API-Documentation: Swagger UI, ReDoc

Requirements

Usage

This project includes a Compose file that can run the sink-API, the sinkdb database, a pgAdmin instance and a sinkmap visualization tool.

  1. Clone this project
  2. Copy and adjust .env.example to .env
  3. Run docker compose up - the database container will auto-create tables for already existing stream rules
  4. Create (more) rules to curate a filtered stream of Twitter posts
  5. Use the included stream reader script stream-twitter.sh to read that filtered stream and post it to the sink-API
  6. Go to http://localhost:8081 to see a map with the cardinality visualization

Advanced usage

To run this in a production environment, you have to create reverse proxies to the published container ports on your machine, e.g. using Apache or nginx. Don't forget to adjust .env accordingly.

You can also run the stream reader script as a systemd service unit:

Development

Recommended dev environment is VSCode and its Python extension. Experimental dependency management with Poetry.

Copypaste

sink-API:

http get localhost:8888

http get localhost:8888/rules
http post localhost:8888/rules value="tag_$(echo $((999 + RANDOM % 8999)))" tag="test" precision="4"
http delete localhost:8888/rules/1430817260

http delete localhost:8888/rules/$(http post localhost:8888/rules value="tag_$(echo $((RANDOM)))" tag="test" | jq -r '.data[0].id')

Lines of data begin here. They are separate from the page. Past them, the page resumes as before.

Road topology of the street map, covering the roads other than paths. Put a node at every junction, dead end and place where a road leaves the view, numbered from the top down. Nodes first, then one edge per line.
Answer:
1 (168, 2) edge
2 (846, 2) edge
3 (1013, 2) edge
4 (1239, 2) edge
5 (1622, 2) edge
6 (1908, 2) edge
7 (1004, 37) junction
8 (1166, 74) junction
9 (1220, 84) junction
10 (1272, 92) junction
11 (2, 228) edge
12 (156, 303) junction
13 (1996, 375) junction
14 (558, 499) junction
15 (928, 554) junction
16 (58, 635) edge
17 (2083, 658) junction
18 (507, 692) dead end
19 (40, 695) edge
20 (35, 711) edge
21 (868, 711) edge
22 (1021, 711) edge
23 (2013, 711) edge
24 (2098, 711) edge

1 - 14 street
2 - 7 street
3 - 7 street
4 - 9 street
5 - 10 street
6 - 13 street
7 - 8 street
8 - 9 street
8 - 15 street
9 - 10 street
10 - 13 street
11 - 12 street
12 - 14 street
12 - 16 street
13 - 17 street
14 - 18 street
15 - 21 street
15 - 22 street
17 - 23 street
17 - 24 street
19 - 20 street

for id in $(http get localhost:8888/rules | jq -r '.data[].id' | grep 1438); do http delete "localhost:8888/rules/$id"; done

for t in flood fire storm; do http post localhost:8888/rules value="$t has:geo" tag="$t disaster"; done

# get number of areas for each rule
for id in $(http localhost:8888/rules | jq -r '.data[].id'); do echo -n "$id "; http "localhost:8888/rules/$id" | jq '.features | length '; done

Twitter stream:

BEARER_TOKEN=$(gopass show -o www/twitter.com/mlvgi/bearer_token)

http --stream GET "https://api.twitter.com/2/tweets/search/stream?tweet.fields=author_id,created_at,geo,id,text&place.fields=full_name,geo,id,name,place_type" "Authorization: Bearer $BEARER_TOKEN" | jq

http --stream get "https://api.twitter.com/2/tweets/search/stream?tweet.fields=author_id,created_at,geo,id,text&place.fields=full_name,geo,id,name,place_type" "Authorization: Bearer $BEARER_TOKEN" | while read line; do echo "$line" | http post localhost:8888/lbsn/posts ; done

( "POST /lbsn/posts HTTP/1.1" 422 Unprocessable Entity )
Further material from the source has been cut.